Cette surcharge graisseuse ne provoque pas de crise aiguë. Elle s’installe progressivement. Beaucoup de personnes concernées ne ressentent qu’une gêne vague pendant des mois avant de consulter. Un bilan sanguin hépatique et une échographie abdominale suffisent généralement à poser le diagnostic.

Patiente subissant une échographie abdominale pour diagnostiquer une douleur sous les côtes droites

Signes d’urgence : quand une douleur sous les côtes droites dépasse le digestif

Certaines causes de douleur sous-costale droite nécessitent une prise en charge rapide. Elles dépassent la sphère digestive et touchent parfois le poumon ou la plèvre.

Une pleurésie (inflammation de la membrane qui entoure le poumon) ou une pneumonie du lobe inférieur droit peut provoquer une douleur sous les côtes droites. La respiration est alors gênée, le patient tousse, et la douleur augmente à chaque inspiration.

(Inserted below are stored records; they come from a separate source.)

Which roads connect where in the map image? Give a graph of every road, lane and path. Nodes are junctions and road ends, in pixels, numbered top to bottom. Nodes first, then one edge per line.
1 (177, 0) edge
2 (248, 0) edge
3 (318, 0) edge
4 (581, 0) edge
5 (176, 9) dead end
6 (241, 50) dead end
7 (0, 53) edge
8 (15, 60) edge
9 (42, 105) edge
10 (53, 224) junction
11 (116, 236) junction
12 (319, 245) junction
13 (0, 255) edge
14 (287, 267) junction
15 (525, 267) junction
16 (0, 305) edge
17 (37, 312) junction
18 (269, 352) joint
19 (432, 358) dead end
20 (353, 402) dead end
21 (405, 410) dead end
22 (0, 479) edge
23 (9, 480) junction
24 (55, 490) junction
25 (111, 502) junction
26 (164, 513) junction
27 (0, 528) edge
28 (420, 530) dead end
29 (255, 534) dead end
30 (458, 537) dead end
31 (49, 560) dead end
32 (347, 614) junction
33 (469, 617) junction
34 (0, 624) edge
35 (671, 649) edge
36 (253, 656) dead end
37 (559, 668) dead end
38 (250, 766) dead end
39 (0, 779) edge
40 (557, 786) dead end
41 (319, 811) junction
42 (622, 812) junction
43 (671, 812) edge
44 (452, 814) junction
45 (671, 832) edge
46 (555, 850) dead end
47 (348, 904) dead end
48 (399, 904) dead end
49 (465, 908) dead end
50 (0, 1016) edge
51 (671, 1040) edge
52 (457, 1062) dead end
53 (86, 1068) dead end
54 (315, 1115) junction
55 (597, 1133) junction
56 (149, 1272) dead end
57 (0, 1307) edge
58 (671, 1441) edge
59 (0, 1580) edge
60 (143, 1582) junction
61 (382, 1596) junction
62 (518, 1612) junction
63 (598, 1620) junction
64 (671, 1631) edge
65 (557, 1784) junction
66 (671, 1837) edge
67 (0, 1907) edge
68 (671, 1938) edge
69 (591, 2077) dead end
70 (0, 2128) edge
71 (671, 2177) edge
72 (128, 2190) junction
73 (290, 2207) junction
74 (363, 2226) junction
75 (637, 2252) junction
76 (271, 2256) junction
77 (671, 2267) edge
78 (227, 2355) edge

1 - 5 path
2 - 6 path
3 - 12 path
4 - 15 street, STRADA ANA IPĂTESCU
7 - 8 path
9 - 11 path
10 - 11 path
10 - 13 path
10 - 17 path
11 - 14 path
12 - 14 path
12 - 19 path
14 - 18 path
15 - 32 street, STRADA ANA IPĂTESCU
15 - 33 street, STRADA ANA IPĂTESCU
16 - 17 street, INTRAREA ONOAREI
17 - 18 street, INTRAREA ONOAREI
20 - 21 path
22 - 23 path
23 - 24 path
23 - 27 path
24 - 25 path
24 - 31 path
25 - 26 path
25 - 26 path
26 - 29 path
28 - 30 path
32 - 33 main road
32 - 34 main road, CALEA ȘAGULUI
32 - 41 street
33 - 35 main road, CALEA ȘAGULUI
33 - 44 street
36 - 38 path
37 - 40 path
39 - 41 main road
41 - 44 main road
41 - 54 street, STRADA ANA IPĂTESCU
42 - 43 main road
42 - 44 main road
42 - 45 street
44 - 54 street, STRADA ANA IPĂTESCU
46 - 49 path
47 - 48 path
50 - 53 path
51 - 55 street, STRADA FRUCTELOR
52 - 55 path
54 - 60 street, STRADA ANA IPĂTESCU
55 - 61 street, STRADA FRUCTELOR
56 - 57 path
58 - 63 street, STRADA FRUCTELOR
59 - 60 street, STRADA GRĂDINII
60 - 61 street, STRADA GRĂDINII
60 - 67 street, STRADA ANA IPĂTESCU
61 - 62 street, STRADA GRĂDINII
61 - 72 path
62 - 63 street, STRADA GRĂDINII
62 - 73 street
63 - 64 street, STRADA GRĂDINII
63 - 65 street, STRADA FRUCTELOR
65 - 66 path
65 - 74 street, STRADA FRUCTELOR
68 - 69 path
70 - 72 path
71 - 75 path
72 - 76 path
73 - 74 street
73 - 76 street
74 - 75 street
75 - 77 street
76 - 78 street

Fièvre associée à une douleur thoracique basse doit faire consulter en urgence.

Plus rare mais grave, l’embolie pulmonaire peut aussi se manifester par une douleur du côté droit du thorax, avec un essoufflement soudain disproportionné par rapport à l’effort.

Les signaux qui justifient un passage aux urgences

  • Douleur intense et brutale qui ne cède pas en quelques heures
  • Fièvre supérieure à 38,5 °C associée à la douleur sous-costale
  • Jaunisse (coloration jaune des yeux ou de la peau)
  • Essoufflement marqué ou difficulté à respirer normalement
  • Vomissements répétés empêchant toute alimentation ou hydratation

Ces signes ne signifient pas forcément une maladie grave, mais ils imposent un examen clinique et souvent une imagerie (échographie, scanner) pour écarter une urgence chirurgicale ou une infection sévère.

Distinguer l’origine en pratique : trois questions à se poser

Face à une douleur sous les côtes droites, trois critères aident à orienter la réflexion avant même de voir un médecin.

Le premier est le lien avec les repas ou le mouvement. Une douleur déclenchée par un repas gras pointe vers la vésicule. Une douleur qui augmente en tournant le buste ou en respirant profondément oriente vers une cause musculaire, nerveuse ou pleurale.

Le deuxième est la reproductibilité à la palpation. Appuyez doucement sur la zone douloureuse. Si la douleur se réveille au point précis, la paroi thoracique est probablement en cause.

Le troisième est la présence de symptômes associés. Nausées, vomissements, fièvre ou jaunisse orientent vers une cause organique (vésicule, foie, poumon) qui nécessite un avis médical. Une douleur isolée, stable et reproductible à la pression est rarement une urgence.

Ces repères ne remplacent pas un diagnostic médical. Toute douleur sous les côtes droites qui persiste au-delà de quelques jours, revient régulièrement ou s’accompagne de fièvre mérite une consultation, ne serait-ce que pour une échographie abdominale qui lèvera le doute sur les organes situés dans cette zone.